(Records from a data collection)
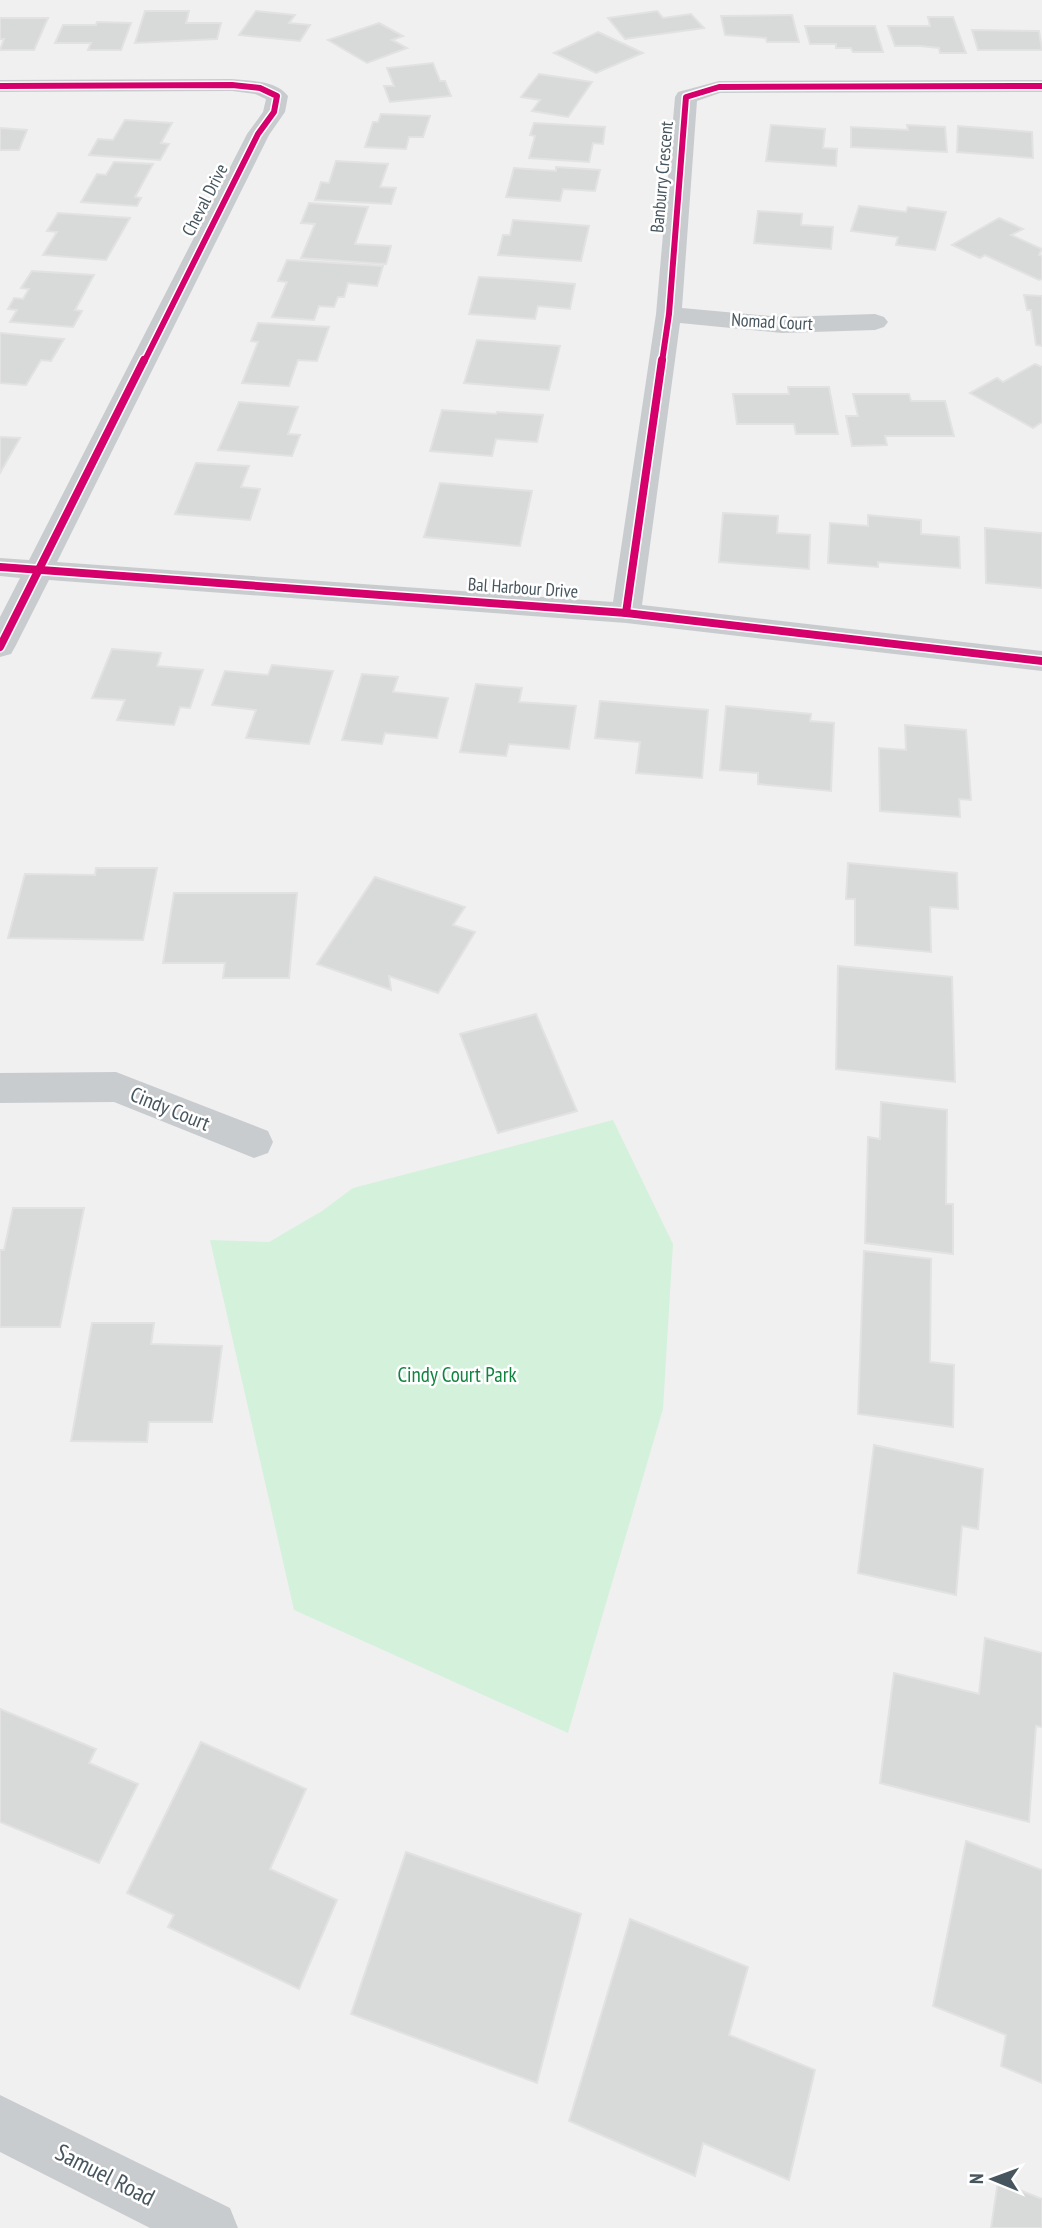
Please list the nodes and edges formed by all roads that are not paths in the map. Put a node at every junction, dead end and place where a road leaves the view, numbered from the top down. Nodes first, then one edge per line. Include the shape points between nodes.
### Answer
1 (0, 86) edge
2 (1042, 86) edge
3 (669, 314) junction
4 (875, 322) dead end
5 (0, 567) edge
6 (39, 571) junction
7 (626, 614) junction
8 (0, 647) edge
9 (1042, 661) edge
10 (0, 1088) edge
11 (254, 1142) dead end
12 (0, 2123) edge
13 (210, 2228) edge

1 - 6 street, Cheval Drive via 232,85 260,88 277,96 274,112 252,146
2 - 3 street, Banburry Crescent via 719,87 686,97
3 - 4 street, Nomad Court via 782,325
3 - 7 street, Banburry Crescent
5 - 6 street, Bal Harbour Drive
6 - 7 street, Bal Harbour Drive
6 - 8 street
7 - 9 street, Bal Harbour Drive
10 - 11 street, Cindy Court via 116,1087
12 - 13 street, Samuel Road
---
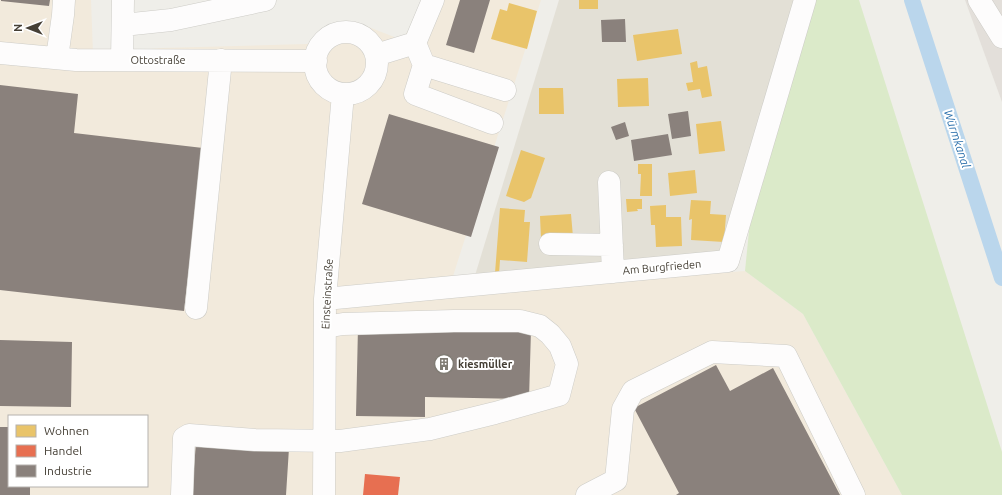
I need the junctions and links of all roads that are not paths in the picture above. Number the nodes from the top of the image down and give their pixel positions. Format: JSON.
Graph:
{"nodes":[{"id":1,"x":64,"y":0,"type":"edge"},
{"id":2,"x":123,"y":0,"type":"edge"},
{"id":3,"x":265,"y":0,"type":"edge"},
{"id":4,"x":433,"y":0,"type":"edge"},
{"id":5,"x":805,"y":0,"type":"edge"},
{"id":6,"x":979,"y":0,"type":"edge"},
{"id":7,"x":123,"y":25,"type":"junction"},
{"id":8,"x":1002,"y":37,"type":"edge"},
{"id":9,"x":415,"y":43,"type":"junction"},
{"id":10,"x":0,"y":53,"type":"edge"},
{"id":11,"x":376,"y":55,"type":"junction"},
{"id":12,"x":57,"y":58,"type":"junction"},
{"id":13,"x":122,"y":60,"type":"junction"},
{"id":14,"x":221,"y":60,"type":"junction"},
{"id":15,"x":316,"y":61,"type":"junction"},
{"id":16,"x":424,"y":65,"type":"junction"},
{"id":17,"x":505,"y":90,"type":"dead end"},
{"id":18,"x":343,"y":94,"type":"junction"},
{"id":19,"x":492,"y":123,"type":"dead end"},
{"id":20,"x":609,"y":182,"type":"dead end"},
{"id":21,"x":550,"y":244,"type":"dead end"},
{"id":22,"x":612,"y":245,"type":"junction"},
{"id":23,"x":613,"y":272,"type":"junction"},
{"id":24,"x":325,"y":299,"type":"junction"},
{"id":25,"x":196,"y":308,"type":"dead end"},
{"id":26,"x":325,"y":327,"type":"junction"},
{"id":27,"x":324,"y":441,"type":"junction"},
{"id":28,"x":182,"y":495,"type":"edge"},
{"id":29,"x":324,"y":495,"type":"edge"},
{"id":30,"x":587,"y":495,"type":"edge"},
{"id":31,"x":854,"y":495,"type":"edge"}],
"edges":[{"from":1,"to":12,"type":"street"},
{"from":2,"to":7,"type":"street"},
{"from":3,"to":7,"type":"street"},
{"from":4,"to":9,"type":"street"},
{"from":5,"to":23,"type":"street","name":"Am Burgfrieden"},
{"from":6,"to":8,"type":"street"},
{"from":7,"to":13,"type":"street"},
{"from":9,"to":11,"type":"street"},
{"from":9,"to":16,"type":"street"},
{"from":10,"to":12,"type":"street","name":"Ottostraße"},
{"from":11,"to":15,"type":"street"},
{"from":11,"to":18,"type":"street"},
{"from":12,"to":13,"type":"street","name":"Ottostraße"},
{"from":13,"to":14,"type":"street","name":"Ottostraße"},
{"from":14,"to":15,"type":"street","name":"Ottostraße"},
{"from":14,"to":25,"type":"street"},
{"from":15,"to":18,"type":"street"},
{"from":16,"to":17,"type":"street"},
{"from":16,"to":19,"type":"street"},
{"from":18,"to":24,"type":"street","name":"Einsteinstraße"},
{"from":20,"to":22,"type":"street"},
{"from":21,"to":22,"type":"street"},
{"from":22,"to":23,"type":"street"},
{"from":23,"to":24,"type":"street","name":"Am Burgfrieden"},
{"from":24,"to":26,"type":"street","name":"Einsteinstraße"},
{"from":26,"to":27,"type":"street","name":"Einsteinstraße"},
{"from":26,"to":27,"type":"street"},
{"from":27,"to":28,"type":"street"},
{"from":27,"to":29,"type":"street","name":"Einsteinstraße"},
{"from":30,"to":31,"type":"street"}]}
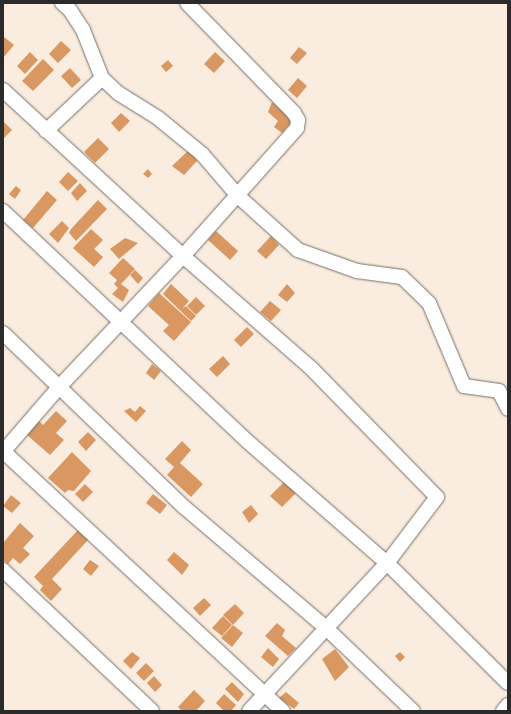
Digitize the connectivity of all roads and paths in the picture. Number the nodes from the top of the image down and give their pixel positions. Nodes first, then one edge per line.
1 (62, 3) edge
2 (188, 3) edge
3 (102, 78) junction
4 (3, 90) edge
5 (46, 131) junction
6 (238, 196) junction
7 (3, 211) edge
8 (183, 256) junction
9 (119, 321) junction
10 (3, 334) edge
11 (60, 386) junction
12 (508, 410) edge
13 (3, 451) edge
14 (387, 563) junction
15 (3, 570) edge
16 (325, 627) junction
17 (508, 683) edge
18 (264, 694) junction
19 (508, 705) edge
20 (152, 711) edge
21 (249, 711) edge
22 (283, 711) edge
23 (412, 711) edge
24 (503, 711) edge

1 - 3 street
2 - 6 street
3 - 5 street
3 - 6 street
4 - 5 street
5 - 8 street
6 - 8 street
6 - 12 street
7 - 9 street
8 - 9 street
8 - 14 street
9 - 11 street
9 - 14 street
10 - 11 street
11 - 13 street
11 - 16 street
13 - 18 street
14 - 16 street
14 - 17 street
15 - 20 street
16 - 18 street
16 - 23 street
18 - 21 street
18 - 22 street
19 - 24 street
---
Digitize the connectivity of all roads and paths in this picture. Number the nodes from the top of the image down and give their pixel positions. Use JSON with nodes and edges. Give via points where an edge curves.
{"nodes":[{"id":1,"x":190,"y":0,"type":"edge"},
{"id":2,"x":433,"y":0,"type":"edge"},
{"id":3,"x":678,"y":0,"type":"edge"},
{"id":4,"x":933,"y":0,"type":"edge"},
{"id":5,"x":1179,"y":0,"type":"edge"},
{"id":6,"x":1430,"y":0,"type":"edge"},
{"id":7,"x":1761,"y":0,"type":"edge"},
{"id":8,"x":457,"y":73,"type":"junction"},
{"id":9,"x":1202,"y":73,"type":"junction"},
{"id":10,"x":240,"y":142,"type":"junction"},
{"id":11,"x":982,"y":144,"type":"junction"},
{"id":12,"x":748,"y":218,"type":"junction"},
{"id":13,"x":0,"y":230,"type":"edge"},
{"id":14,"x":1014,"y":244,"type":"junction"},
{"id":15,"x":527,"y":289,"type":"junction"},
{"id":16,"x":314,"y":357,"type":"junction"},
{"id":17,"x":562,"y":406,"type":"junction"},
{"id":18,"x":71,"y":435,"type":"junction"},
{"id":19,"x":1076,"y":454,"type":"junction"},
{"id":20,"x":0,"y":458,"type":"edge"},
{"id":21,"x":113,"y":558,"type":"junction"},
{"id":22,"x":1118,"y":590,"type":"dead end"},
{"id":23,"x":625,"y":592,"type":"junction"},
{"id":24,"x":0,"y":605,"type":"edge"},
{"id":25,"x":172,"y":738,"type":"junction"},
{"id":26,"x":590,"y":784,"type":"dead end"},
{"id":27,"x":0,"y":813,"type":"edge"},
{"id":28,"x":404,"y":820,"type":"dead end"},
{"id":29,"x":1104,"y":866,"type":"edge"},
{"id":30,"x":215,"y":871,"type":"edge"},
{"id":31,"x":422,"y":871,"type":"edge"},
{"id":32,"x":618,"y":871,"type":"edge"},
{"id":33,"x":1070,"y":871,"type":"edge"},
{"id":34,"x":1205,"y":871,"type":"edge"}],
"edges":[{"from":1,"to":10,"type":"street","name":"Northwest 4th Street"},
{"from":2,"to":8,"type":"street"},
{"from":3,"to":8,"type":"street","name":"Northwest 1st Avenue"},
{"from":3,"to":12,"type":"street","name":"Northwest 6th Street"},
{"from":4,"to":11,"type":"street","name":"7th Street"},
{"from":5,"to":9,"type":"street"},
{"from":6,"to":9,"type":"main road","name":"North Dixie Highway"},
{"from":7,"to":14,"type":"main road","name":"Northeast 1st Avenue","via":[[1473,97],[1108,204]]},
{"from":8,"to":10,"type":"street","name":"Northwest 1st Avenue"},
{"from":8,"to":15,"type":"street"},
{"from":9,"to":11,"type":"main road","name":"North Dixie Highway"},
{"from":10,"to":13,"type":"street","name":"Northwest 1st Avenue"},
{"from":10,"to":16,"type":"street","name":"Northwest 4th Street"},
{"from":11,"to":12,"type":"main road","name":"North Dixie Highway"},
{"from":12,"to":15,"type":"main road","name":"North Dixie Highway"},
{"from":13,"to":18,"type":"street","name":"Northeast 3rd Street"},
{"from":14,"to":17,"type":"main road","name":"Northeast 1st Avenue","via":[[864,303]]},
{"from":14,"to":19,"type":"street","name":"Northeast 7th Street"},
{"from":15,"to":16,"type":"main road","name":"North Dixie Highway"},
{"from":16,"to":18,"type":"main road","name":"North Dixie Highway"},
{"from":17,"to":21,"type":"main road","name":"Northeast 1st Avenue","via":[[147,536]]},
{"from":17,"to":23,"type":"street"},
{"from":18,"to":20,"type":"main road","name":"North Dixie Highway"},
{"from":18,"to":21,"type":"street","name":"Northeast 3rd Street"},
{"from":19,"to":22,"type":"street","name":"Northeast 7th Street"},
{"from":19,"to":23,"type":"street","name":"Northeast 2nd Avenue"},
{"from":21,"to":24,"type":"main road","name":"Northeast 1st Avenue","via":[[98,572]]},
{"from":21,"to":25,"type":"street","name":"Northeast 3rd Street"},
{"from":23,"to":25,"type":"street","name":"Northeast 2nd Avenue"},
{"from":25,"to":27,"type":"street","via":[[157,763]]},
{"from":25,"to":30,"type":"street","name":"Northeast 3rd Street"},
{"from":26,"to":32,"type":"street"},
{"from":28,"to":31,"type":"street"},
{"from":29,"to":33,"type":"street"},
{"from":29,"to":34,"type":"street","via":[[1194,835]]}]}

**Exercise brief**
Check each line of the data for "that". Copy the lines where it turns up.

**Result below**
Please list the nodes and edges formed by all roads that are not paths in the map. Put a node at every junction, dead end and place where a road leaves the view, numbered from the top down. Nodes first, then one edge per line. Include the shape points between nodes.
I need the junctions and links of all roads that are not paths in the picture above. Number the nodes from the top of the image down and give their pixel positions. Format: JSON.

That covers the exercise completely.